Sreekala Bajwa is the vice president for agriculture, dean of the College of Agriculture and director of the Montana Agricultural Experiment Station at Montana State University. Bajwa is a fellow of the American Society of Agricultural and Biological Engineers. She is recognized nationally and internationally for her work in the areas of remote sensing, precision agriculture for crop and soil management, and her use of agricultural byproducts in biocomposites.

==Early life and education==
Bajwa was born in Umayanalloor, a rural town in Kerala, the southwestern-most state in India, as the third among four daughters on a small family farm. Bajwa earned a bachelor's degree from Kerala Agricultural University in Tavanur, India, a master's degree from the Indian Institute of Technology in Kharagpur, and doctoral degree from the University of Illinois Urbana-Champaign, in agricultural engineering.

==Career==
After working as a Post-doctoral Research Associate in Agricultural Engineering at the University of Illinois Bajwa joined the University of Arkansas, serving as an assistant professor from 2001-2007, and an associate professor from 2007-2012.

In February 2012, Bajwa became Department chair of the Agricultural and Biosystems Engineering Department at North Dakota State University and professor of agricultural engineering. During her time there, NDSU became highly ranked worldwide for its work in precision agriculture. She established an undergraduate program in precision agriculture and helped to obtain support from the U.S. Department of Agriculture to establish a strong research and outreach program in Digital Agriculture at NDSU.

Bajwa became the vice president of agriculture at Montana State University as of January 14, 2019, succeeding Charles Boyer.
At Montana State University Bajwa works to support the institution's land-grant mission of serving the agricultural community of Montana.

In 2024 Bajwa was also appointed to the National Agricultural Research, Extension, Education, and Economics Advisory Board (NAREEE) by the U.S. Department of Agriculture (USDA).. In 2025, she stepped into the role of chairing the Policy Board of Directors and APLU's Board on Agricultural Assembly.

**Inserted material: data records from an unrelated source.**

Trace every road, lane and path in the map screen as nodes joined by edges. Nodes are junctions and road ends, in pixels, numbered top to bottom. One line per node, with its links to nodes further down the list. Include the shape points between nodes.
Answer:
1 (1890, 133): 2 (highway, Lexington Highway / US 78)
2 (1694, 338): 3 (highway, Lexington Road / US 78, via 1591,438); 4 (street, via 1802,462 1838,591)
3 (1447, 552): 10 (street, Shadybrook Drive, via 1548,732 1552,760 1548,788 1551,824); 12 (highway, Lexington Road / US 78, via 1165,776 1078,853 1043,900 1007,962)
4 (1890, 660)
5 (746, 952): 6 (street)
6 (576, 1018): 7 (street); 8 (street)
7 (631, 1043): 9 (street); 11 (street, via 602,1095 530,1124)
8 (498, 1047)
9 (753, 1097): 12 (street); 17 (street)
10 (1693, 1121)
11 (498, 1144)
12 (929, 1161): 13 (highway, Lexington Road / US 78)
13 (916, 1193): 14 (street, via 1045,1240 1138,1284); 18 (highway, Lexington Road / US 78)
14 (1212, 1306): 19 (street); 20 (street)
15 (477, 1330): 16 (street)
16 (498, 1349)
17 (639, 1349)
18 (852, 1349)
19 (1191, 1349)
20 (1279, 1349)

Bajwa became a fellow of the American Society of Agricultural and Biological Engineers in 2017. She served as a member of its Global Engagement Executive Committee, and on its board of trustees. She has helped to organize international conferences on issues of global food, water and energy security in South Africa (2016), India (2018) and Costa Rica (2021).

==Awards and honors==
Bajwa is the recipient of the 2022 Cyrus Hall McCormick-Jerome Increase Case Gold Medal for exceptional and meritorious engineering achievements in agriculture from the American Society of Agricultural and Biological Engineers (ASABE) the 2019 James R. and Karen A. Gilley Award for Academic Leadership from ASABE and the 2007 AMA–SHIN-NORINSHA–AAAE Young Researcher Award from the Asian Association of Agricultural Engineers.